Po cichutku i niezauważalnie Melvinsom stuknęło lat dwadzieścia. Trochę deprymująca musi być taka świadomość, bo jak tu nadal grać punka będąc takim dinozaurem? Na szczęście w przypadku tej kapeli nie ma obaw, że się zestarzeją i zatracą siłę oraz natchnienie do uporczywego drążenia pokładów własnej wyobraźni, kreatywności. Raczej należy się spodziewać, że w trzecią dekadę swojego istnienia wkroczą z równym zapałem do posuwania granic muzyki awangardowej jeszcze dalej, w kolejne dziewicze obszary. Czy tak się stanie, przekonamy się w drugiej połowie roku, wtedy to bowiem ma się ukazać w Ipecacu nowy album studyjny kapeli. A w międzyczasie muzycy sprawili sobie i fanom prezent urodzinowy wydając dziewiątego marca książkę "Neither Here Nor There", do której dołączona jest także tajemnicza płyta z unikatowymi nagraniami. Oczywiście szans na nabycie tej pozycji w Polsce nie ma żadnych. Zanim jednak zaczniemy wznosić toasty na cześć szanownych solenizantów, wypada powiedzieć parę zdań na temat historii.

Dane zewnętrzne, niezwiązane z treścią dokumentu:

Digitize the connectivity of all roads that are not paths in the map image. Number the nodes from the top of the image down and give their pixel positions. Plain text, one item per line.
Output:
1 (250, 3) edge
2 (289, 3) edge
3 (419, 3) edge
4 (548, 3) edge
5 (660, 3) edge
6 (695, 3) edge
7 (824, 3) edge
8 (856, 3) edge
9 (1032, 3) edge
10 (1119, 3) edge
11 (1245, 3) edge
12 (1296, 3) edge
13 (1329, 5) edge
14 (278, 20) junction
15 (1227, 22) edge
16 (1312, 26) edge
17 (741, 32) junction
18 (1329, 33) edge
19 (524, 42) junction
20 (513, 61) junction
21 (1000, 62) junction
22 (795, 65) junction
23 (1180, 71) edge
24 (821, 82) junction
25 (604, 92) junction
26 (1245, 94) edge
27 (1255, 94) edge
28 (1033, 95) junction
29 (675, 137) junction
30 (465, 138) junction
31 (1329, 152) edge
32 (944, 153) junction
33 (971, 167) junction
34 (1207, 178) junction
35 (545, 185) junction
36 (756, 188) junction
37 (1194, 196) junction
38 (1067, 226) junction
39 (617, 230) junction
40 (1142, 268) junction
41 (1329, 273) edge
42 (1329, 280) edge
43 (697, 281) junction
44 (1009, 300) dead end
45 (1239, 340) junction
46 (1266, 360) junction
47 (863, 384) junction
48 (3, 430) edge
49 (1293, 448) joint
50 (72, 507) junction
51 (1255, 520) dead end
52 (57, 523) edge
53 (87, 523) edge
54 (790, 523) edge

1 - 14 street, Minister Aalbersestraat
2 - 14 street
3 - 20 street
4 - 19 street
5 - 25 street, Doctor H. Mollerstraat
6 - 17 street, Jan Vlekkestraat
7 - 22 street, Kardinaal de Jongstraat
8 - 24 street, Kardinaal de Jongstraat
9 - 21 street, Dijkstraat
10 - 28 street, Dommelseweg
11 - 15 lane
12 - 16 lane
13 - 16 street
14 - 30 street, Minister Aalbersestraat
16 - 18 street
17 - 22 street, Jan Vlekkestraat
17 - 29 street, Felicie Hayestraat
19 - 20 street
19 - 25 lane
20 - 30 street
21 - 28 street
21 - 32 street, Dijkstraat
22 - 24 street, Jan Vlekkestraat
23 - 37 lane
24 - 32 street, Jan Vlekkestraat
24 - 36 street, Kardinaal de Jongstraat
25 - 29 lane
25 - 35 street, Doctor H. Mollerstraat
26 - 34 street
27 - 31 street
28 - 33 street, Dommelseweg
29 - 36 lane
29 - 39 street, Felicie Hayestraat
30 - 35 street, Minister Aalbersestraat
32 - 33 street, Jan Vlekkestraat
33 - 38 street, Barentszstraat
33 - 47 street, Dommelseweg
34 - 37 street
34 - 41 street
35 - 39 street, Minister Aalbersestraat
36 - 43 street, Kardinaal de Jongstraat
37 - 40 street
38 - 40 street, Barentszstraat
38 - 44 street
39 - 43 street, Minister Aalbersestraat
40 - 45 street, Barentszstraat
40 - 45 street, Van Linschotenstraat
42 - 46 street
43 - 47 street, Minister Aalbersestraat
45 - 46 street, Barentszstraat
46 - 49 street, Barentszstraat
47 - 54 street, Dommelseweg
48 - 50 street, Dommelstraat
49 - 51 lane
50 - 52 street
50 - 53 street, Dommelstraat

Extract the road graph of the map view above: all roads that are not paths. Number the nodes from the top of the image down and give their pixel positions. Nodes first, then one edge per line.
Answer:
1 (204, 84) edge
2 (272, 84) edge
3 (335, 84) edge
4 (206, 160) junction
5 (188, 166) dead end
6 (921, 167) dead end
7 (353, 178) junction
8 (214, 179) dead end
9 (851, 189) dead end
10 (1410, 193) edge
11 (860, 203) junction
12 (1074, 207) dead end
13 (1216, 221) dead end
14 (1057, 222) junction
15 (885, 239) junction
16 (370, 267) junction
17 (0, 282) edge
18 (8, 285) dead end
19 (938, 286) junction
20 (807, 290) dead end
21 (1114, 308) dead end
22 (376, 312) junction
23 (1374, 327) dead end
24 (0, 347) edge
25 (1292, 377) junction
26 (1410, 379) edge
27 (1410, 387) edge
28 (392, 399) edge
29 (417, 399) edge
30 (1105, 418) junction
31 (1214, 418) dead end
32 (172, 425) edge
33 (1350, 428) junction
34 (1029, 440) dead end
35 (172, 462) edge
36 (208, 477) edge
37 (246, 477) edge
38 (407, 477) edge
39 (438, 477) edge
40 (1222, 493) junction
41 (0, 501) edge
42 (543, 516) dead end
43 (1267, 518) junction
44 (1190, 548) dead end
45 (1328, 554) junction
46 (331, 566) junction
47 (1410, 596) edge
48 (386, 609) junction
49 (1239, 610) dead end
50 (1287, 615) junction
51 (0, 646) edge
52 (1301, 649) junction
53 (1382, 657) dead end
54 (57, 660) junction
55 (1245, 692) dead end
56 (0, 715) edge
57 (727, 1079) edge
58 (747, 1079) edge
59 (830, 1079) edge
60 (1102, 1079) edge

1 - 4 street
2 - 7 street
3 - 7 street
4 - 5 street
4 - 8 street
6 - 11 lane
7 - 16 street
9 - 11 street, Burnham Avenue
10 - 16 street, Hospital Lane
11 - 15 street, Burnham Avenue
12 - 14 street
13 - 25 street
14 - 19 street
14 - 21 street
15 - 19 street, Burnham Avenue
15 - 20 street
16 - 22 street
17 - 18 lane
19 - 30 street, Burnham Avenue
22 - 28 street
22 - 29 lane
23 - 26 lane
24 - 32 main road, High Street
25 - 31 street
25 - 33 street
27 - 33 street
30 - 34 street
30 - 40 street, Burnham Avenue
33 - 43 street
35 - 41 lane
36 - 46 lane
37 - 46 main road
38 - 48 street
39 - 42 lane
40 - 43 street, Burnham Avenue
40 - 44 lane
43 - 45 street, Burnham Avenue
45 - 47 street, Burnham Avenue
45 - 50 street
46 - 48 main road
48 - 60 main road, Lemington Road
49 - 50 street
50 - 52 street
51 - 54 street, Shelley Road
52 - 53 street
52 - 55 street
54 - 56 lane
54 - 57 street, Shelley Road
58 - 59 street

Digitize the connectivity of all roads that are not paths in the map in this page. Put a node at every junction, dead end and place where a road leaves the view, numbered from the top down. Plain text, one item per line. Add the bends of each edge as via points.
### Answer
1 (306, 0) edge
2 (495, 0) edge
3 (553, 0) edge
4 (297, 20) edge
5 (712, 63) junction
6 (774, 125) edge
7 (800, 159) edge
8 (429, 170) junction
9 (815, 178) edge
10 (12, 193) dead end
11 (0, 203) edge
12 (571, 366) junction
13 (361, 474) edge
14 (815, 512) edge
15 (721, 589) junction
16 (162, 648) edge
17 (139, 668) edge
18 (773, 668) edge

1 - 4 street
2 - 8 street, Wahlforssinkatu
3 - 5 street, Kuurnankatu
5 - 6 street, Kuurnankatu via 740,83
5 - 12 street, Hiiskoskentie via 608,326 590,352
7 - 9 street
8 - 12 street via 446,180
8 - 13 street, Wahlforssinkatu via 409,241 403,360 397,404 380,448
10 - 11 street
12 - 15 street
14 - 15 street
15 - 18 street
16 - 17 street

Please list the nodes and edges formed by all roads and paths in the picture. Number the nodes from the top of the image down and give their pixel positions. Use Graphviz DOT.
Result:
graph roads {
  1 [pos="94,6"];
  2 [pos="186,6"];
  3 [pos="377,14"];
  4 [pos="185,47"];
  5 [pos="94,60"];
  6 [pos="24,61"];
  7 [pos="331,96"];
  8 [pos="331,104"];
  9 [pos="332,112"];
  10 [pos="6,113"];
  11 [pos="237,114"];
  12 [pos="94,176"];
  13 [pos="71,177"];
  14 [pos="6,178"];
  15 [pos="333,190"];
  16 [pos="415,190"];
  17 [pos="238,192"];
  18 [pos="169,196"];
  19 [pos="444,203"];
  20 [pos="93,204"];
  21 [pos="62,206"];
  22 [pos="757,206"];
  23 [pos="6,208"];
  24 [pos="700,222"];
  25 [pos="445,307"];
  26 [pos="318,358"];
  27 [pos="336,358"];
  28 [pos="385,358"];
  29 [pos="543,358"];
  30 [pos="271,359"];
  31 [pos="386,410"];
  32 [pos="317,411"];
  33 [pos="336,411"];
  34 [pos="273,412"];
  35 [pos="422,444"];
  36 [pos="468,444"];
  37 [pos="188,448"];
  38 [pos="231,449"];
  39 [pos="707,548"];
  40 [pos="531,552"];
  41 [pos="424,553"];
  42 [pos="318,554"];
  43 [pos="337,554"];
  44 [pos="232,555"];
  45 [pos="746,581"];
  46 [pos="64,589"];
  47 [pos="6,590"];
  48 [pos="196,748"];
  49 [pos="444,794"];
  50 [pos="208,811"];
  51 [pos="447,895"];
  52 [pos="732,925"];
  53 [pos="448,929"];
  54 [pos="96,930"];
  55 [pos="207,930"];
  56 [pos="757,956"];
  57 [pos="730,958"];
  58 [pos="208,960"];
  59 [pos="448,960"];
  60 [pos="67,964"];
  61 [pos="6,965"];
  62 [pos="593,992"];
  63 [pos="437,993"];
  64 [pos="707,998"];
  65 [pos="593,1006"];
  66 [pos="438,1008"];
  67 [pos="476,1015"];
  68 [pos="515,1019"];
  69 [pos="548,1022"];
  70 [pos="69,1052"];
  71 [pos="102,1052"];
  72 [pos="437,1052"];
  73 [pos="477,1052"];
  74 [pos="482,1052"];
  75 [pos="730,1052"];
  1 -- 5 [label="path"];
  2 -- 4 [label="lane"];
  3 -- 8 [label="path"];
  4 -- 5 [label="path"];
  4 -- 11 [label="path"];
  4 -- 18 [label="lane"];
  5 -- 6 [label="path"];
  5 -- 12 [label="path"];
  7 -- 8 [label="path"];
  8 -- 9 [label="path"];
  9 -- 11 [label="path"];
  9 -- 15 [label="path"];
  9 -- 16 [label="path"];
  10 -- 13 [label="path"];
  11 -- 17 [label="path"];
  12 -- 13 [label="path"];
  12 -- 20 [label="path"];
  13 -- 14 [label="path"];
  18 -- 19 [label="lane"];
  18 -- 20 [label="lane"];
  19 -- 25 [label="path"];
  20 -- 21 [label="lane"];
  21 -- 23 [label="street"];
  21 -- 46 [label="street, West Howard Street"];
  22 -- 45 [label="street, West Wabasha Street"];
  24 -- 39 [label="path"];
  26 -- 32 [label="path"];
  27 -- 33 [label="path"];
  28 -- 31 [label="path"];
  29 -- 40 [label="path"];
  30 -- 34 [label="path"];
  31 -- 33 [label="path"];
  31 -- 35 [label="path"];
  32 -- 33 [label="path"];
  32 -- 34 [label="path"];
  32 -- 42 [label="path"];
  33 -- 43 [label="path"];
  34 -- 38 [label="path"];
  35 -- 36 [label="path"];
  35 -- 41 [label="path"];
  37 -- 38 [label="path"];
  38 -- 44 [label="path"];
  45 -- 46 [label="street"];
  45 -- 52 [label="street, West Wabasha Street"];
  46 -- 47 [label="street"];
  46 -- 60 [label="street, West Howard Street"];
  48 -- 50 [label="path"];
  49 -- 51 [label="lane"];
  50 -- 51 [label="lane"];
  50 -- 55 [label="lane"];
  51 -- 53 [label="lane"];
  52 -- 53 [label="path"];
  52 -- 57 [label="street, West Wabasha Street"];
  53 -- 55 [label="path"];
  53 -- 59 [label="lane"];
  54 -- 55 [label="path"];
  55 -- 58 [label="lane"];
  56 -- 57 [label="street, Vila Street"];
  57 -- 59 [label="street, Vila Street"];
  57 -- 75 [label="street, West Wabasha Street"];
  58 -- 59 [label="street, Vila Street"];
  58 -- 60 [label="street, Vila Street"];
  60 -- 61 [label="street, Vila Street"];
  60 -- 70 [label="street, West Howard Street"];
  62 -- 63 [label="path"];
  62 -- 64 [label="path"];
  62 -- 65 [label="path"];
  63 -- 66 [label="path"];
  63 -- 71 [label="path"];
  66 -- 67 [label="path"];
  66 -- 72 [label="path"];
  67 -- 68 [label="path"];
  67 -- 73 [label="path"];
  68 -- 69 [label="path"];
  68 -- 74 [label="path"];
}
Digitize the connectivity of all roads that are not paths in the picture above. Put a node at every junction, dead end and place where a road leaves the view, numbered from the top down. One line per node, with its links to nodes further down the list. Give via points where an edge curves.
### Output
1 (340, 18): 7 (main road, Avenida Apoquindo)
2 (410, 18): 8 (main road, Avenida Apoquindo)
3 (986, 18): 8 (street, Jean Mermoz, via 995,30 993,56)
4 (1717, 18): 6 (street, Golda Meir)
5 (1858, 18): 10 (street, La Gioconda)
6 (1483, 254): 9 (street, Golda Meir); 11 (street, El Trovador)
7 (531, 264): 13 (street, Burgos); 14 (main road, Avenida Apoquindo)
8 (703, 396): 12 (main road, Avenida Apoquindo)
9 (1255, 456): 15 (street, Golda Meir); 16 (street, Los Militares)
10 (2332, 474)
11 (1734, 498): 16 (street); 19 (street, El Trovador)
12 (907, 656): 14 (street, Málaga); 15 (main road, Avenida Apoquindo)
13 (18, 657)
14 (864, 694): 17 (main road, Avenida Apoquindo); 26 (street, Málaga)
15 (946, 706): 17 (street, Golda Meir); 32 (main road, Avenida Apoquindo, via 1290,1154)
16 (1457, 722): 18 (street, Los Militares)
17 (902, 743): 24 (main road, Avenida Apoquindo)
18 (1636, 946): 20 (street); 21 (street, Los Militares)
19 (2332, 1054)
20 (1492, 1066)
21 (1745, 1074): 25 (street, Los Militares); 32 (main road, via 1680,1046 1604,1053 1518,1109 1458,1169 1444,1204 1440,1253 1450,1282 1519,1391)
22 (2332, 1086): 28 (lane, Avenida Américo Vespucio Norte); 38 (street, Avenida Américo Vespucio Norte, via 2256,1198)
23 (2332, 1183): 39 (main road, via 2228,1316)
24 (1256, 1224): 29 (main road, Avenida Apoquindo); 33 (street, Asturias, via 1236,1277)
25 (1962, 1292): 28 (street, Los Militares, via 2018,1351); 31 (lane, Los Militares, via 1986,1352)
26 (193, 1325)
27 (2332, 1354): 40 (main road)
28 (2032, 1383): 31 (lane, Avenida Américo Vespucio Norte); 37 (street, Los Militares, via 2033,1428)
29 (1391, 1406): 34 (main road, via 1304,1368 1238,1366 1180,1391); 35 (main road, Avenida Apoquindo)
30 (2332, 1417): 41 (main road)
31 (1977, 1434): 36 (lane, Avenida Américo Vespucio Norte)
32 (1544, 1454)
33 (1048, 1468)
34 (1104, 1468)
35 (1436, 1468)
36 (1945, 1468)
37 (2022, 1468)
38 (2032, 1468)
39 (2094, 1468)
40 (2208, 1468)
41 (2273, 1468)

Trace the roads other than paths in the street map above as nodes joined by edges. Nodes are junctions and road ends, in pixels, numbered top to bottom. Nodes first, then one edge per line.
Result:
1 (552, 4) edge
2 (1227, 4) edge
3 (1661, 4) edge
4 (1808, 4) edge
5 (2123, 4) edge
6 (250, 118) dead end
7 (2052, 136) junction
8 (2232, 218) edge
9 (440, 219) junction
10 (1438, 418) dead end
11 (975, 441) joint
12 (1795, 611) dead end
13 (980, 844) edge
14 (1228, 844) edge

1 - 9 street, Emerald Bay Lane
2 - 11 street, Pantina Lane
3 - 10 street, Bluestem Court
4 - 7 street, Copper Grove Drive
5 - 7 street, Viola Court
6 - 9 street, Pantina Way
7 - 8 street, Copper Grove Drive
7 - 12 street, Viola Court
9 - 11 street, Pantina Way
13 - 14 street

Zespół został założony Aberdeen, miasteczku drwali i wiecznych deszczów, położonym kilkadziesiąt kilometrów od Seattle. Dla części mniej zaangażowanych słuchaczy Melvins kojarzy się tylko i wyłącznie z charyzmatycznym Buzzem Osbornem, który podobno na imię ma Roger - to chyba wyjaśnia, dlaczego używa ksywki. Bez dwóch zdań, ten dżentelmen o niezwykłej fryzurze i aparycji, ponadto nieziemsko grający na gitarze, jest pierwszoplanową postacią zespołu, który swój jednoznacznie rozpoznawalny styl zawdzięcza grze i wokalowi. Niemniej jednak odsuwanie na dalszy plan pozostałych muzyków byłoby ewidentnie nieuczciwe. Mimo, że pierwszym perkusistą był niejaki Mike Dillard, został on prędko zastąpiony przez Dale Crovera, który zagrał na wszystkich płytach. A ponieważ ich muzyka powstaje wyniku grupowych starań i prób, widać więc, że należy Dale'a darzyć jednakową jak Buzza estymą. Wypadałoby wspomnieć w tym momencie o grupce młodych punkowców, którym Buzz i Dale pomogli zdobyć pierwsze szlify w muzycznym światku, czyli o Nirvanie. Swego czasu Cobain pełnił specyficzną rolę technicznego Buzza, a gdy Nirvana zaczęła stawiać pierwsze samodzielne kroki, zawsze mogła liczyć na wsparcie starszych kumpli. Z tego też względu Dale Crover pojawia się na albumach "Bleach" i "Incesticide", poza tym Nirvana niejednokrotnie supportowała Melvinsów.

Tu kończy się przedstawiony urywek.